Records to process START

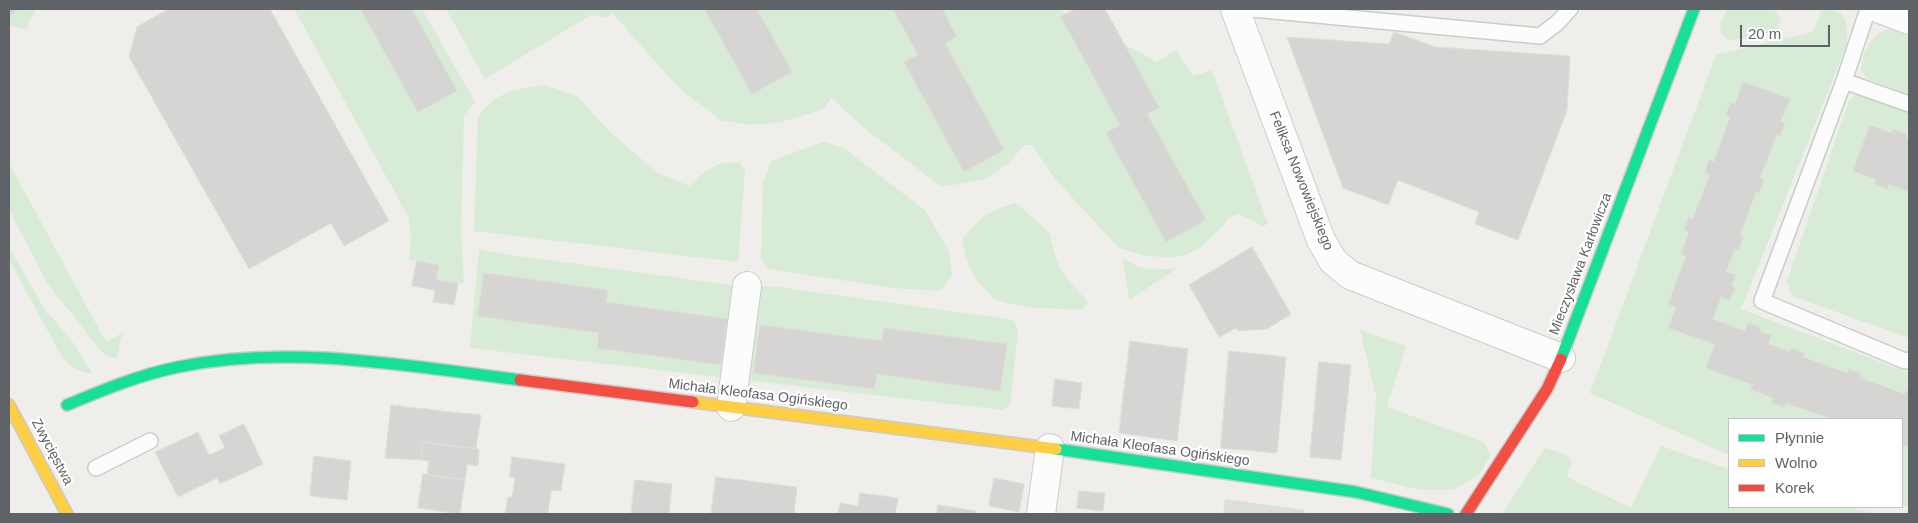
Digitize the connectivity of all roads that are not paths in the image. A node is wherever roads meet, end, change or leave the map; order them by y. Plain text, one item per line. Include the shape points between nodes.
1 (1235, 9) edge
2 (1252, 9) edge
3 (1570, 9) edge
4 (1694, 9) edge
5 (1868, 9) edge
6 (1880, 9) edge
7 (1909, 20) edge
8 (1844, 81) junction
9 (1909, 104) edge
10 (747, 286) dead end
11 (1561, 358) junction
12 (1909, 360) edge
13 (9, 405) edge
14 (67, 405) dead end
15 (731, 407) junction
16 (150, 441) dead end
17 (1050, 448) junction
18 (96, 468) dead end
19 (67, 514) edge
20 (1041, 514) edge
21 (1448, 514) edge
22 (1466, 514) edge

1 - 11 street, Feliksa Nowowiejskiego via 1321,240 1333,261 1350,276
2 - 3 lane via 1540,36
4 - 11 street, Mieczysława Karłowicza
5 - 8 lane
6 - 7 street
8 - 9 lane
8 - 12 lane via 1762,301
10 - 15 street
11 - 22 street, Mieczysława Karłowicza via 1547,389
13 - 19 street, Zwycięstwa
14 - 15 street, Michała Kleofasa Ogińskiego via 161,371 193,364 288,356 380,362
15 - 17 street, Michała Kleofasa Ogińskiego
16 - 18 lane
17 - 20 street
17 - 21 street, Michała Kleofasa Ogińskiego via 1356,492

Records to process END

* [Your assignment]:
Omit the pictures and repeat the rest of the listing verbatim.

* [Written response]:
Digitize the connectivity of all roads that are not paths in the image. A node is wherever roads meet, end, change or leave the map; order them by y. Plain text, one item per line. Include the shape points between nodes.
1 (1235, 9) edge
2 (1252, 9) edge
3 (1570, 9) edge
4 (1694, 9) edge
5 (1868, 9) edge
6 (1880, 9) edge
7 (1909, 20) edge
8 (1844, 81) junction
9 (1909, 104) edge
10 (747, 286) dead end
11 (1561, 358) junction
12 (1909, 360) edge
13 (9, 405) edge
14 (67, 405) dead end
15 (731, 407) junction
16 (150, 441) dead end
17 (1050, 448) junction
18 (96, 468) dead end
19 (67, 514) edge
20 (1041, 514) edge
21 (1448, 514) edge
22 (1466, 514) edge

1 - 11 street, Feliksa Nowowiejskiego via 1321,240 1333,261 1350,276
2 - 3 lane via 1540,36
4 - 11 street, Mieczysława Karłowicza
5 - 8 lane
6 - 7 street
8 - 9 lane
8 - 12 lane via 1762,301
10 - 15 street
11 - 22 street, Mieczysława Karłowicza via 1547,389
13 - 19 street, Zwycięstwa
14 - 15 street, Michała Kleofasa Ogińskiego via 161,371 193,364 288,356 380,362
15 - 17 street, Michała Kleofasa Ogińskiego
16 - 18 lane
17 - 20 street
17 - 21 street, Michała Kleofasa Ogińskiego via 1356,492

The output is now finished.